● The problem: Check each line below for the word "numbered" and give the number of lines that have it, nothing more.

● Supplied records:

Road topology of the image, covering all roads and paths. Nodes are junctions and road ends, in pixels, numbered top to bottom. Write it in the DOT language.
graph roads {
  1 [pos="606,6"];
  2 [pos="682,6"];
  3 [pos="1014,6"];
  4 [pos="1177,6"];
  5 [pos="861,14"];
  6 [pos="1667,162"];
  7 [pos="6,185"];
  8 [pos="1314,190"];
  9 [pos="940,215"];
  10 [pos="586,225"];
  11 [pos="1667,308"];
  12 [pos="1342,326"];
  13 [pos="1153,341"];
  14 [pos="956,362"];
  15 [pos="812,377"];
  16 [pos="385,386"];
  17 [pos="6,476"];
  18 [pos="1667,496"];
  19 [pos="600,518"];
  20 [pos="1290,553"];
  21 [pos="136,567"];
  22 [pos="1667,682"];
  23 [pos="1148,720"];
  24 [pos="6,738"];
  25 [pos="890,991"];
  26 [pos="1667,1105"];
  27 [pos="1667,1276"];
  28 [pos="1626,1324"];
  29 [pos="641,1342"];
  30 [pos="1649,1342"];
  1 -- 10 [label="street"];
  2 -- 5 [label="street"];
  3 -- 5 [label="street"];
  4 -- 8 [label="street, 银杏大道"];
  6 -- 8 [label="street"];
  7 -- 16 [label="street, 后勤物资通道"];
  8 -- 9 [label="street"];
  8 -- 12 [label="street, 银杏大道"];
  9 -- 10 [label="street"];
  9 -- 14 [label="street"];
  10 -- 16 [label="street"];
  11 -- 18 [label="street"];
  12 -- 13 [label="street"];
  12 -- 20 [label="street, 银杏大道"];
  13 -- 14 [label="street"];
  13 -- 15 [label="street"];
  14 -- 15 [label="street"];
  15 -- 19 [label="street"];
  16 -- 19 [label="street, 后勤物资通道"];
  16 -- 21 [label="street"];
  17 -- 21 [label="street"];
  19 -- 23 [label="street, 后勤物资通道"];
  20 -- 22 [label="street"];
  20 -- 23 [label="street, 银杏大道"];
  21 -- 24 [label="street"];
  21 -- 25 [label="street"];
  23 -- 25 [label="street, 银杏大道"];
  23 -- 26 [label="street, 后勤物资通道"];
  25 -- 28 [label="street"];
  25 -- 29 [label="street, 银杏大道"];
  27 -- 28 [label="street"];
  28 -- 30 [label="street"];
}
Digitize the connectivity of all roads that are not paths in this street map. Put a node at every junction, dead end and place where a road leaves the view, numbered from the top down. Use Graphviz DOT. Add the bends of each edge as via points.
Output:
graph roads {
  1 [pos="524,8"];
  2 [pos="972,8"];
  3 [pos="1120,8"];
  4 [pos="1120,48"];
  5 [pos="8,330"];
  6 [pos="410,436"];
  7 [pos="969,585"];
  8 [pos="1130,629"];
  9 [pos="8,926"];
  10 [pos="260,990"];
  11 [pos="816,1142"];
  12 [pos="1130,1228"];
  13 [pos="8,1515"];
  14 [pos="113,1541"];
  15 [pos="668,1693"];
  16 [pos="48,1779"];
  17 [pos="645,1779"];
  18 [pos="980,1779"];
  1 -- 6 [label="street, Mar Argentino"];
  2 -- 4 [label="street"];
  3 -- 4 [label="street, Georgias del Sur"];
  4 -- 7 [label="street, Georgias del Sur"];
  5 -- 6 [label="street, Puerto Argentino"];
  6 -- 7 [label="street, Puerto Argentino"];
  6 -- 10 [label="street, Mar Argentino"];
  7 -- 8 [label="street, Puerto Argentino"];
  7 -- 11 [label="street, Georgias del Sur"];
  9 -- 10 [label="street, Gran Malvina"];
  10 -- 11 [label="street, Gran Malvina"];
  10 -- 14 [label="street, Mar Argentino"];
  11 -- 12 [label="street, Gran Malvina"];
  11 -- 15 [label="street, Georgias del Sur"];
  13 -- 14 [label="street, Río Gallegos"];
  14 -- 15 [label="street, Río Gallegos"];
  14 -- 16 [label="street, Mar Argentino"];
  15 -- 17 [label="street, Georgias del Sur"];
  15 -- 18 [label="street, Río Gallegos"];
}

● Result: 2